# Mastering the Basics: An Introduction to Multivariable Science Modeling ## Basic Concepts

Many scientific models involve more than one statistical outcome variable. These models are often used to predict or optimize a real-world situation or gain insights into the studied system. Multivariable techniques are designed to analyze the outcome variables of interest simultaneously. The basic concepts of multivariable science modeling include the mathematical frameworks, computational techniques, and statistical reasoning necessary to perform these analyses. They are an extension of univariate and bivariate analysis (techniques used to study a single outcome variable) and are usually combined with regression methods.

The mathematical foundations for multivariable science modeling are the concepts of calculus – particularly derivatives and integrals. Derivatives study the rate of change in a function’s input, while integrals study how to add infinitesimal quantities that make up a function’s output. In addition, a basic understanding of vector calculus is helpful.

### Variable Selection

Virtually all statistical software packages provide variable selection procedures. They are popular because they can reduce the size of a model, make predictions more accurate and simplify the interpretation of regression coefficients. But they are not foolproof, and the quality of an explanatory model is only as good as the data that goes into it.
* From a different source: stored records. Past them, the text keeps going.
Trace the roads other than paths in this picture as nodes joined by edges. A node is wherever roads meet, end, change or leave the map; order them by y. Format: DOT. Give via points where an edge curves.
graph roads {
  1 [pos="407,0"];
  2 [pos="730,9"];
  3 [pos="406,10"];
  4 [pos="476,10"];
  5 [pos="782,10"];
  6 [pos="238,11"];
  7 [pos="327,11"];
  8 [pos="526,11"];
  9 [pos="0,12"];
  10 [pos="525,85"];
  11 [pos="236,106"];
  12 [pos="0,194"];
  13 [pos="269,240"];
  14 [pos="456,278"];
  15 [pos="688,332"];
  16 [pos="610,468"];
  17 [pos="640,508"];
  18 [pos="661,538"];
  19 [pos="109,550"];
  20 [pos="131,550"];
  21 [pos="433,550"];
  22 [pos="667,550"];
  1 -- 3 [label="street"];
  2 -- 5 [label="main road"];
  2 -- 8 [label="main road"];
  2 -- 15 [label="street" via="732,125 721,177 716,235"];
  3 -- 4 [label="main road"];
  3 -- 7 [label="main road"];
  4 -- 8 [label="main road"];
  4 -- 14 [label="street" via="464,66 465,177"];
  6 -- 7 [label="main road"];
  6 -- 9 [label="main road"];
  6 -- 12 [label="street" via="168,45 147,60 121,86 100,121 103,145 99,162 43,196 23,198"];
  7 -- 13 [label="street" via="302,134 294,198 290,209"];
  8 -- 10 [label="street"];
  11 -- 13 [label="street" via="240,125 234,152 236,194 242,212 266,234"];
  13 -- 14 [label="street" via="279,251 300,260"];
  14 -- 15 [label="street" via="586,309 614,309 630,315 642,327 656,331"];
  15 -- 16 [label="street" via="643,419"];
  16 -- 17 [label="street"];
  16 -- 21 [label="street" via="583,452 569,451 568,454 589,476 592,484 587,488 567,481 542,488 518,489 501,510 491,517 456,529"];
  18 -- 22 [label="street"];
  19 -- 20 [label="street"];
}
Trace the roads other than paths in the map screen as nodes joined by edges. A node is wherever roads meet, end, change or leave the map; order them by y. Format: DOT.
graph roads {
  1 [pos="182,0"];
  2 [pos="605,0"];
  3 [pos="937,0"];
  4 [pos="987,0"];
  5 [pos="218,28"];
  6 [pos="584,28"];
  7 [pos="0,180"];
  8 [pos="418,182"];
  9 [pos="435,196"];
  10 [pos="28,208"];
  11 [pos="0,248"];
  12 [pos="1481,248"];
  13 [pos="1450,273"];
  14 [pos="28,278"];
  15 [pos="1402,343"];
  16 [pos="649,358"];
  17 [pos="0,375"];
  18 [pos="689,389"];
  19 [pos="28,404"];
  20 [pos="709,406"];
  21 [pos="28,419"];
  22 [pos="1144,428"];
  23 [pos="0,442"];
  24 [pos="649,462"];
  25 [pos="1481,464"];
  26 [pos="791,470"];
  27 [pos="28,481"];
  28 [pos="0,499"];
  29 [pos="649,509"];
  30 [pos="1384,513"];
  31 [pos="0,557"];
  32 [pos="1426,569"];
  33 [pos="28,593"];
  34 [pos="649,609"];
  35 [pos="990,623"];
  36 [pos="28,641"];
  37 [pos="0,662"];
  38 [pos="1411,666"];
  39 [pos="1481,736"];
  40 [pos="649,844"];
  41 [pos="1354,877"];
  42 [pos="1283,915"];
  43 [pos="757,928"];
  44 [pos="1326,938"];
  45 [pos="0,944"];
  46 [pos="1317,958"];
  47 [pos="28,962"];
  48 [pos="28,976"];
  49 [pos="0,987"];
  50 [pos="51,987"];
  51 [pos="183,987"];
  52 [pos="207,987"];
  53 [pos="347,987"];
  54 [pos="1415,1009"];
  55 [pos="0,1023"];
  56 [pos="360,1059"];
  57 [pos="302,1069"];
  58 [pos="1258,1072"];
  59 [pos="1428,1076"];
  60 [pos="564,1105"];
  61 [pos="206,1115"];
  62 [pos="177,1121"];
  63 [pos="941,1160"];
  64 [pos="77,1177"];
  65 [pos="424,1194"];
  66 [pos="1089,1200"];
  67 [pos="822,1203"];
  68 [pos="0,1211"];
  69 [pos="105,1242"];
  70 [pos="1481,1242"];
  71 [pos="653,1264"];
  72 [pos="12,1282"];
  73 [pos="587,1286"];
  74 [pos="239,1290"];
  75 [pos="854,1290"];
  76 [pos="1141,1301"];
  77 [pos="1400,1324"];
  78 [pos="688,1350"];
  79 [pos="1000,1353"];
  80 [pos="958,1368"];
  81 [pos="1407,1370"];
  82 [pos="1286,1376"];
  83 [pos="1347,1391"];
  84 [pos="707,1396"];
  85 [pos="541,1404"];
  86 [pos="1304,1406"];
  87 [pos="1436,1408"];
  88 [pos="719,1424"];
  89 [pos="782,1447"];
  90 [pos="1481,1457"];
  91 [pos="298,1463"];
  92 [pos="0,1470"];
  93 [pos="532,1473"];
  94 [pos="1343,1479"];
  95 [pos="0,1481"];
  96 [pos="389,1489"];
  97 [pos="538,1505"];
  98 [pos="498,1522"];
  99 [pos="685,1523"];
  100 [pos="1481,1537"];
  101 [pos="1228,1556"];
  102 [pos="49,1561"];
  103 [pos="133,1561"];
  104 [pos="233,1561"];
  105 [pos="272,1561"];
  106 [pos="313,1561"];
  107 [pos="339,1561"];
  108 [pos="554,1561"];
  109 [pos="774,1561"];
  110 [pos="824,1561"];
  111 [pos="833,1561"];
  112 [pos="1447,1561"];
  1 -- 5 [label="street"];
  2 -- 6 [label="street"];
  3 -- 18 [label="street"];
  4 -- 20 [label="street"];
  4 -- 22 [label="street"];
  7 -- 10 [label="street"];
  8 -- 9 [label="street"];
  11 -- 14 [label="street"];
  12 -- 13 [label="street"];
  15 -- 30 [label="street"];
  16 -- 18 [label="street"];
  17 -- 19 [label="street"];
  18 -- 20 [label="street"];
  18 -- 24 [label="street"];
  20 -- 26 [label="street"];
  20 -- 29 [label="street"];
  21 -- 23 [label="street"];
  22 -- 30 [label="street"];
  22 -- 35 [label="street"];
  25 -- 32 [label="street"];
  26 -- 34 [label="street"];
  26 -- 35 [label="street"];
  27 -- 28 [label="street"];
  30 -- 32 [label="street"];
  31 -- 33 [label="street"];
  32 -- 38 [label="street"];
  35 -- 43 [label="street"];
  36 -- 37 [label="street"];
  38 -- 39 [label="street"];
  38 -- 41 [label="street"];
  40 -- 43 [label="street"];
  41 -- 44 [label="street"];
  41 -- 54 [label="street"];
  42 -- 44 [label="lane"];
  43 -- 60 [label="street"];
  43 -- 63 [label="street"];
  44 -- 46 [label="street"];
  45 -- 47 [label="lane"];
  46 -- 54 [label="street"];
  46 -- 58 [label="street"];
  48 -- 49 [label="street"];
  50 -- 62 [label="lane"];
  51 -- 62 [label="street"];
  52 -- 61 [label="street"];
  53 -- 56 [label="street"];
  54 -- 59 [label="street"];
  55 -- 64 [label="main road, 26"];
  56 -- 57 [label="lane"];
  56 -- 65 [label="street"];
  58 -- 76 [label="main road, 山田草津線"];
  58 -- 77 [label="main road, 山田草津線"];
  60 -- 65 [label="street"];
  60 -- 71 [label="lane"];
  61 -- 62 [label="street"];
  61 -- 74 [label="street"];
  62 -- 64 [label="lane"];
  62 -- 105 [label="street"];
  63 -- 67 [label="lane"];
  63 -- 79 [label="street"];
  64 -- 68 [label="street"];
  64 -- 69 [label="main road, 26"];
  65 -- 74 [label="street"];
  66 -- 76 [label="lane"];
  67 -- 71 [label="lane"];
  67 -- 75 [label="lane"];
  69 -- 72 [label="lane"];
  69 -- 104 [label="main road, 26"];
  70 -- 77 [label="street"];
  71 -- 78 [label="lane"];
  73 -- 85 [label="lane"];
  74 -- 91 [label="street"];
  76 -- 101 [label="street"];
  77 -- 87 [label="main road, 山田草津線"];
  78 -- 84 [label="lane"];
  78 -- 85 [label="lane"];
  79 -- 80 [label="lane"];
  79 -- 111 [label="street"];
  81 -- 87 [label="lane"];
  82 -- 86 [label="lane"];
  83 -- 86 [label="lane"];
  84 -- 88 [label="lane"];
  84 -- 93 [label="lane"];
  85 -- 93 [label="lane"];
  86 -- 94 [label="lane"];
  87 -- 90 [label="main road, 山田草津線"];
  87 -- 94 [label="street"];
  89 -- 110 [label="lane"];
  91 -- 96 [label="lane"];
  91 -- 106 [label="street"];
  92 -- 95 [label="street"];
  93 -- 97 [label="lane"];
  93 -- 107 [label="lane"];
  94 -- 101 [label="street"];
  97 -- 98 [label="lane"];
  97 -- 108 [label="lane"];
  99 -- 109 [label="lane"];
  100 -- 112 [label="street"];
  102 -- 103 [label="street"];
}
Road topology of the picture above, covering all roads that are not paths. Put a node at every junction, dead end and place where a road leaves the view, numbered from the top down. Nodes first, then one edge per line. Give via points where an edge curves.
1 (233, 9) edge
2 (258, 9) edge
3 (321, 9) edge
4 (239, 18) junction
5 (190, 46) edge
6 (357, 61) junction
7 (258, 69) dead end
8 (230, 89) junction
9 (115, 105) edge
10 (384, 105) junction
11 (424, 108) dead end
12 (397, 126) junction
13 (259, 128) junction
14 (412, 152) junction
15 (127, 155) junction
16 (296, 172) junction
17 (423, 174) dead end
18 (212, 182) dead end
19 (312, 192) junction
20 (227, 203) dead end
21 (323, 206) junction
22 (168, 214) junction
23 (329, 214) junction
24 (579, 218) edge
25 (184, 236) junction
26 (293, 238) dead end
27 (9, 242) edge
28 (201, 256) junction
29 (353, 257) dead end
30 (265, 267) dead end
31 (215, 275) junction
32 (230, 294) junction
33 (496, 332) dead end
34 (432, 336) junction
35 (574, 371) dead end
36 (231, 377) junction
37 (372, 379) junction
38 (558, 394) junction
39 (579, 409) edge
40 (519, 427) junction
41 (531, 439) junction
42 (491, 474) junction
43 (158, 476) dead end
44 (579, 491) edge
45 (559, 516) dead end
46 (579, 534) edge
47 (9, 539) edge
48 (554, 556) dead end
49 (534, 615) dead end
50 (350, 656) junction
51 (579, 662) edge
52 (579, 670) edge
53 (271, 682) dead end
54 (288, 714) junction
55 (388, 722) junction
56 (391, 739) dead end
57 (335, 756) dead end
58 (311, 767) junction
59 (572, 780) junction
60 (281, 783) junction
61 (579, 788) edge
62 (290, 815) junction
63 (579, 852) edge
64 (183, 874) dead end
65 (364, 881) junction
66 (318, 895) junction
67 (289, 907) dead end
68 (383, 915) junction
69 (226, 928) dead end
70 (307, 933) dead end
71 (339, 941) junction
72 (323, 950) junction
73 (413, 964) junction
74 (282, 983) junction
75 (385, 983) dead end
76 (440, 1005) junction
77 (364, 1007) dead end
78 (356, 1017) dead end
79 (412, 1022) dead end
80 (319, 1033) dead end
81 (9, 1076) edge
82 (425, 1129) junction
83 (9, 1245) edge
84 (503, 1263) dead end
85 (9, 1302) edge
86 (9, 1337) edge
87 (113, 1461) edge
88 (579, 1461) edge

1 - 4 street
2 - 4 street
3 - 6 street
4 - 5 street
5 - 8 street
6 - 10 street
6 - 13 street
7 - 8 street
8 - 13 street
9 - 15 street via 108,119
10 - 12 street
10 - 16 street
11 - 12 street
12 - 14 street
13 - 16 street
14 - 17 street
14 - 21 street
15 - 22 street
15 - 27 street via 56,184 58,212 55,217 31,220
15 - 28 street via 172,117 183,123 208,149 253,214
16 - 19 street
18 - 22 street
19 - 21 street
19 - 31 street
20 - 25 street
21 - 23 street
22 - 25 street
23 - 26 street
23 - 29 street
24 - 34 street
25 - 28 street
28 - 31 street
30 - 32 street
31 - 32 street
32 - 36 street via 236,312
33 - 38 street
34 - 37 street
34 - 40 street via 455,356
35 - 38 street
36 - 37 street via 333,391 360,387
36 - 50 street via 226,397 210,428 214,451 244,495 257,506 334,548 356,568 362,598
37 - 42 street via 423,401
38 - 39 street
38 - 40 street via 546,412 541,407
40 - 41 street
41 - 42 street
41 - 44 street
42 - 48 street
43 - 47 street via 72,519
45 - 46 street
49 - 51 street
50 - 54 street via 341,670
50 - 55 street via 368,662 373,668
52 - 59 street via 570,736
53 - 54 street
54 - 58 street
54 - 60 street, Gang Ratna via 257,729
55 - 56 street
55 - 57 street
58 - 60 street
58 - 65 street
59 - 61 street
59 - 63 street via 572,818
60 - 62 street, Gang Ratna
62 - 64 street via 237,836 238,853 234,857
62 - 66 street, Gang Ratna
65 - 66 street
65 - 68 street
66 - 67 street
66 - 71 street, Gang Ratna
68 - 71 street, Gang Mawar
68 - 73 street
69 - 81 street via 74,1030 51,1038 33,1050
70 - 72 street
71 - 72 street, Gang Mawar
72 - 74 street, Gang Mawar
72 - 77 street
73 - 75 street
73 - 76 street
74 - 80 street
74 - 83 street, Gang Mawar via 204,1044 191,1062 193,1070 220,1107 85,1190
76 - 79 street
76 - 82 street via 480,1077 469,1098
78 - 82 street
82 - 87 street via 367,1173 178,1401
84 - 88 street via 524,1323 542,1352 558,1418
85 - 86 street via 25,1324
A common procedure for determining the best predictors is forward or backward stepwise selection. Each variable is tested for its ability to explain the dependent variable by evaluating its partial correlation. Variables with weak associations with the dependent variable are removed from the model. This process can be subject to bias. For example, variables highly correlated in the data set may contribute equally to the dependent variable. A solution to this problem is bootstrap resampling with replacement or a similar technique. This method yields confidence intervals for postselection variance that are more precise than those based on maximum likelihood models.

### Regression Models

Regression models estimate the degree to which predictor variables influence a single dependent variable. A common example is an agriculture scientist predicting total crop yield based on the expected rainfall, temperature, and amount of fertilizer used. The regression model results provide point estimates and confidence intervals that describe the strength of the association between variables. This information is useful in determining which factors are worthy of further study. Adjusting for confounding variables is a frequent reason to deploy multivariable regression modeling techniques.

### Model Validation

Model validation is a process of confirming that a model achieves its intended purpose. It typically involves comparing model simulations with independent experimental data sets containing real and predicted values at specific times. This can be challenging when the simulated scenario extends beyond observed conditions (e.g., predicting responses to climate change) or when you’re using probabilistic forecasts that incorporate uncertainty in system processes. Students can gain greater proficiency in multivariable modeling through visualizations that allow them to compare and assess models. For example, stratified boxplots for assessing relationships between quantitative and categorical variables or scatterplots that compare the relationship between two quantitative variables can help students better understand important concepts such as confounding.

A thorough model validation program is critical before a model goes into production. It should also be repeated on a routine basis to ensure that a model continues to meet the needs of its users.